SIX LOUNGE TOUR 2023「SUPER EXPLOSION」

  • 2023年6月18日(日)東京都 Zepp Shinjuku(TOKYO)
  • 2023年6月20日(火)宮城県 Rensa
  • 2023年6月22日(木)愛知県 DIAMOND HALL
  • 2023年6月28日(水)福岡県 UNITEDLAB
  • 2023年7月21日(金)大阪府 GORILLA HALL OSAKA

プロフィール

SIX LOUNGE(シックスラウンジ)

ヤマグチユウモリ(G, Vo)、ナガマツシンタロウ(Dr, Cho)を中心に、2012年に大分県で結成されたロックバンド。
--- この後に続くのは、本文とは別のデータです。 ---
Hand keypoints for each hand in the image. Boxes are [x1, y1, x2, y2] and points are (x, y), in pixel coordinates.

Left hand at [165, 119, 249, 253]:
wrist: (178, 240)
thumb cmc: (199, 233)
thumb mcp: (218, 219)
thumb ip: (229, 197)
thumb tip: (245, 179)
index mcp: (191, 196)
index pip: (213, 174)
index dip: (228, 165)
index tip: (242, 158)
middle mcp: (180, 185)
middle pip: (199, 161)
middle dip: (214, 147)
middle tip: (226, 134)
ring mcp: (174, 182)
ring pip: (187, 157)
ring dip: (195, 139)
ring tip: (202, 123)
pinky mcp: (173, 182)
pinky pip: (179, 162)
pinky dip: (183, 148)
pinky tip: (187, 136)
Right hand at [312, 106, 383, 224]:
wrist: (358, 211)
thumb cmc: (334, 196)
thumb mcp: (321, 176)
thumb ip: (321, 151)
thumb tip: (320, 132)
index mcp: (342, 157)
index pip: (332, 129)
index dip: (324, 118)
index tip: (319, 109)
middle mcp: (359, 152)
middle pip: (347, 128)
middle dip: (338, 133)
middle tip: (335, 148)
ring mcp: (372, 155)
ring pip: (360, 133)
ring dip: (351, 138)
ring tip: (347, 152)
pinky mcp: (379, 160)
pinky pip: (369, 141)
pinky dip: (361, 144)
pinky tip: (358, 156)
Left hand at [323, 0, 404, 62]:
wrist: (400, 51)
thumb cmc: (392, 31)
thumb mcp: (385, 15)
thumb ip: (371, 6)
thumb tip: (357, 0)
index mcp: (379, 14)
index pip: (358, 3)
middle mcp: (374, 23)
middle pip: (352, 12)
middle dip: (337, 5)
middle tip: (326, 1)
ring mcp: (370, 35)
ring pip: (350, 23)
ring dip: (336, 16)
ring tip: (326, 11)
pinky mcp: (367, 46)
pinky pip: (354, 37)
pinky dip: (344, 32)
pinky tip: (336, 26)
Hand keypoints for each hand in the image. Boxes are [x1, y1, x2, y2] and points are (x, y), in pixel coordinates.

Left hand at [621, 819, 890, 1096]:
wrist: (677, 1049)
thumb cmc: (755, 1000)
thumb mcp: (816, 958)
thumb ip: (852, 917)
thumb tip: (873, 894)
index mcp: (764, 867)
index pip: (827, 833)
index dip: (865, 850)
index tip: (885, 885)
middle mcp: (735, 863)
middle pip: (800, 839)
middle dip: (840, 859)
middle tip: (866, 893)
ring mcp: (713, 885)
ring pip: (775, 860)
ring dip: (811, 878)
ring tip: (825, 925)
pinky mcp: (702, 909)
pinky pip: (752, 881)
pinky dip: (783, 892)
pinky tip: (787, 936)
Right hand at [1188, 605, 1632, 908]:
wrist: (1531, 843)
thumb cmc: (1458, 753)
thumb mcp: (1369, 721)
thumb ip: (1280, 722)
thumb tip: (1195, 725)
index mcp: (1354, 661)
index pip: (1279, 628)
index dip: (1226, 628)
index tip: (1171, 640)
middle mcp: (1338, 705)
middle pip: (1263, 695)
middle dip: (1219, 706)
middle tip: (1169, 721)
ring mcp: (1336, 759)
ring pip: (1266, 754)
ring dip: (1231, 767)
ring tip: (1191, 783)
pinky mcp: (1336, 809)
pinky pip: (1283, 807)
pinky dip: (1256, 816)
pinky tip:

2015年にイワオリク(B, Cho)が加入し、現体制になった。大分・T.O.P.S Bitts HALLを拠点に活動を続け、11月にタワーレコードおよびindiesmusic.com限定でシングル「メリールー」を発売。2016年3月に1stアルバム「東雲」をTHE NINTH APOLLOよりリリースした。2022年にソニー・ミュージックレーベルズへの移籍を発表。10月に移籍後初のEPとなる「ジュネス」をリリースし、ライブツアー「SIX LOUNGE TOUR 2022 “ジュネス”」を開催した。2023年3月にはテレビアニメ「僕のヒーローアカデミア」6期の第2クールのエンディングテーマ「キタカゼ」をシングルとして発表。6月より対バンツアー「SIX LOUNGE TOUR 2023『SUPER EXPLOSION』」を開催する。